Actually, Europe had a strong bathing culture, the issue was the decline that occurred. The Vikings are well known for taking load public baths in England; where those warrior savages loudly congregated near rivers and showed off their bodies to anyone, how scandalous! You can find laws and ordinances everywhere prior to Victorian times that show that bathing was generally enforced. Soap might have been a harder find.
Thank you, this shit drives me crazy sometimes. Soap was literally a medieval invention (before soap some europeans used oil and a scraper to clean themselves, it's not as good as soap but it was still effective). If I remember right the first known soap makers guild in europe was from the seventh century (It's been awhile so don't quote me on this).

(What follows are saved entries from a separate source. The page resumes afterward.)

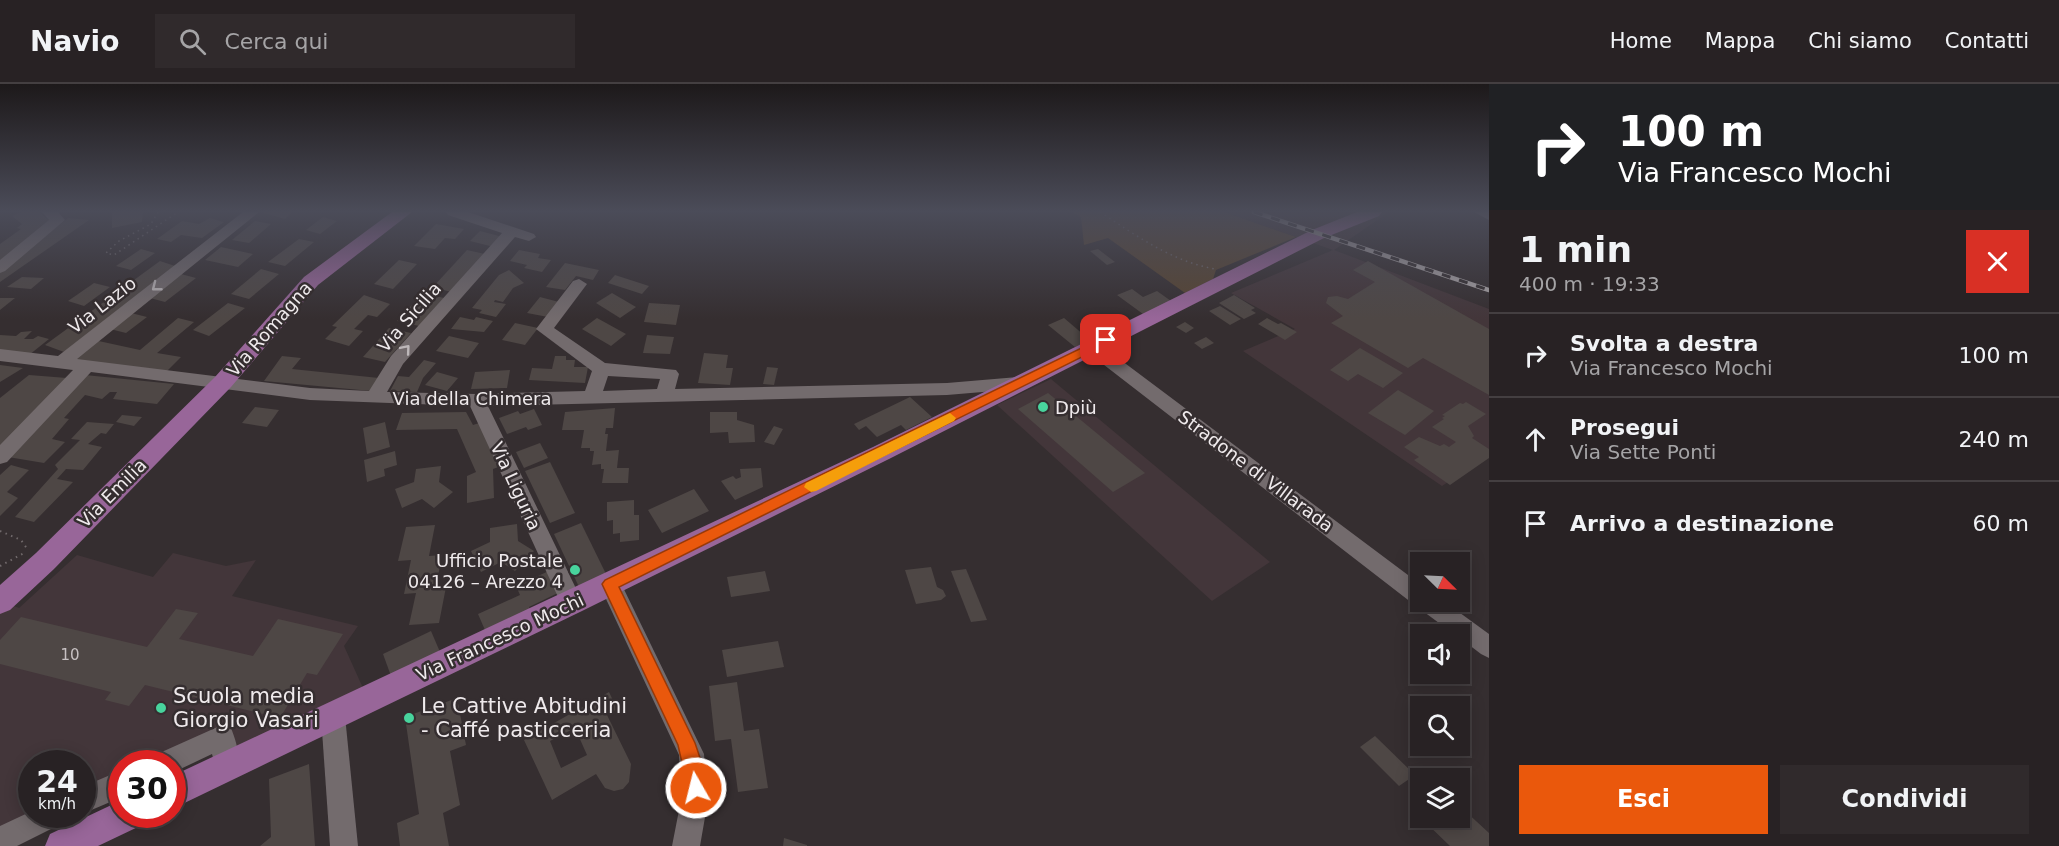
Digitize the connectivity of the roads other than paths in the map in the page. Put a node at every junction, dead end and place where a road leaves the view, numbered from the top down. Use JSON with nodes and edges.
{"nodes":[{"id":1,"x":25,"y":248,"type":"edge"},
{"id":2,"x":207,"y":248,"type":"edge"},
{"id":3,"x":355,"y":248,"type":"edge"},
{"id":4,"x":497,"y":248,"type":"edge"},
{"id":5,"x":1304,"y":248,"type":"edge"},
{"id":6,"x":0,"y":268,"type":"edge"},
{"id":7,"x":579,"y":284,"type":"dead end"},
{"id":8,"x":1092,"y":347,"type":"junction"},
{"id":9,"x":0,"y":355,"type":"edge"},
{"id":10,"x":62,"y":362,"type":"junction"},
{"id":11,"x":88,"y":365,"type":"junction"},
{"id":12,"x":601,"y":369,"type":"junction"},
{"id":13,"x":223,"y":382,"type":"junction"},
{"id":14,"x":1019,"y":383,"type":"junction"},
{"id":15,"x":947,"y":389,"type":"junction"},
{"id":16,"x":665,"y":394,"type":"junction"},
{"id":17,"x":592,"y":396,"type":"junction"},
{"id":18,"x":374,"y":398,"type":"junction"},
{"id":19,"x":476,"y":400,"type":"junction"},
{"id":20,"x":965,"y":410,"type":"junction"},
{"id":21,"x":0,"y":457,"type":"edge"},
{"id":22,"x":610,"y":584,"type":"junction"},
{"id":23,"x":1410,"y":588,"type":"edge"},
{"id":24,"x":0,"y":602,"type":"edge"},
{"id":25,"x":572,"y":603,"type":"junction"},
{"id":26,"x":1442,"y":612,"type":"edge"},
{"id":27,"x":1489,"y":647,"type":"edge"},
{"id":28,"x":333,"y":716,"type":"junction"},
{"id":29,"x":186,"y":754,"type":"edge"},
{"id":30,"x":227,"y":767,"type":"junction"},
{"id":31,"x":186,"y":786,"type":"edge"},
{"id":32,"x":108,"y":824,"type":"edge"},
{"id":33,"x":25,"y":828,"type":"edge"},
{"id":34,"x":0,"y":840,"type":"edge"},
{"id":35,"x":62,"y":846,"type":"edge"},
{"id":36,"x":344,"y":846,"type":"edge"},
{"id":37,"x":686,"y":846,"type":"edge"}],
"edges":[{"from":1,"to":6,"type":"street"},
{"from":2,"to":10,"type":"street","name":"Via Lazio","one_way":true},
{"from":3,"to":13,"type":"main road","name":"Via Romagna"},
{"from":18,"to":4,"type":"street","name":"Via Sicilia","one_way":true},
{"from":5,"to":8,"type":"main road","name":"Via Francesco Mochi"},
{"from":7,"to":12,"type":"street"},
{"from":8,"to":14,"type":"main road","name":"Via Francesco Mochi"},
{"from":8,"to":23,"type":"street","name":"Stradone di Villarada"},
{"from":9,"to":10,"type":"street","name":"Via della Chimera"},
{"from":10,"to":11,"type":"street","name":"Via della Chimera"},
{"from":11,"to":13,"type":"street","name":"Via della Chimera"},
{"from":11,"to":21,"type":"street"},
{"from":12,"to":16,"type":"street"},
{"from":12,"to":17,"type":"street"},
{"from":13,"to":18,"type":"street","name":"Via della Chimera"},
{"from":13,"to":24,"type":"main road","name":"Via Emilia"},
{"from":14,"to":15,"type":"street","name":"Via della Chimera"},
{"from":14,"to":20,"type":"main road","name":"Via Francesco Mochi"},
{"from":15,"to":16,"type":"street","name":"Via della Chimera"},
{"from":15,"to":20,"type":"street"},
{"from":16,"to":17,"type":"street","name":"Via della Chimera"},
{"from":17,"to":19,"type":"street","name":"Via della Chimera"},
{"from":18,"to":19,"type":"street","name":"Via della Chimera"},
{"from":19,"to":25,"type":"street","name":"Via Liguria"},
{"from":20,"to":22,"type":"main road","name":"Via Francesco Mochi"},
{"from":22,"to":25,"type":"main road","name":"Via Francesco Mochi"},
{"from":22,"to":37,"type":"street"},
{"from":25,"to":28,"type":"main road","name":"Via Francesco Mochi"},
{"from":26,"to":27,"type":"street"},
{"from":28,"to":30,"type":"main road","name":"Via Francesco Mochi"},
{"from":28,"to":36,"type":"street"},
{"from":29,"to":30,"type":"street"},
{"from":30,"to":31,"type":"main road","name":"Via Francesco Mochi"},
{"from":32,"to":35,"type":"main road"},
{"from":33,"to":34,"type":"street"}]}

Medieval people also regularly washed both their hands and faces both before and after meals when in between baths because they knew that dirt and grime could be hazardous to their health if ingested.
If any of the waste products of third digestion are left under the skin that were not resolved by exercise and massage, these will be resolved by the bath. -Magninus Mediolanensis
puritanical thoughts of how bathhouses could end up acting as brothels tweaked the nose of those more than the smell did.
In fairness to the puritans a lot of bathhouses were basically brothels.
Combine that with cities having otherwise poor cleanliness due to throwing literal buckets of shit onto the streets and rivers being the dumping place of all refuse, and it wouldn't matter how clean you got in the bath.
People throwing shit out of their windows and into the streets was largely a myth, it did happen but it was pretty rare. The ones that did do it didn't get to do it for long because of either heavy fines or their neighbors kicking their shit in for making a mess on the road or because they hit someone, we have reports of both.
But it is a very frequently described myth that medieval Europe was a pigsty of personal cleanliness, where people didn't take baths at all. It was the enlightenment period that stunk up the place. But the common belief that every succeeding culture only improved on the previous in every way; backed up by misquoted, misattributed, and straight made-up sources for the lack of cleanliness has caused the myth to be everywhere.
God, I fucking hate Voltaire and his clique. So many of our modern misconceptions about medieval Europe come from these assholes with a grudge just making shit up.
Much of medieval Europe were afraid of bathing because it would make them sick! True it was mostly do to poorly insulated living spaces, but doesnt make it any less true.
Europeans weren't afraid of bathing, they knew that poor hygiene could make them ill and that it would be worse than being wet and cold for a bit. There were people that didn't like the bathhouses but it didn't have anything to do with thinking it would make you sick (not counting VD).
Just imagine walking into a Victorian era party and be sent reeling from the stench of unwashed body odor and the strong perfumes ment to cover it up. It was even worse for their peasants, though they did lack the perfume.
The medieval era was from the 5th century to the late 15th century, the Victorian era was from 1837 to 1901. So, that's not really relevant, there's no overlap. The issues the Victorians had with hygiene were pretty unique to that period. The cities and industry growing and out pacing developments in plumbing. The medieval era being mostly a rural agrarian society just had completely different problems.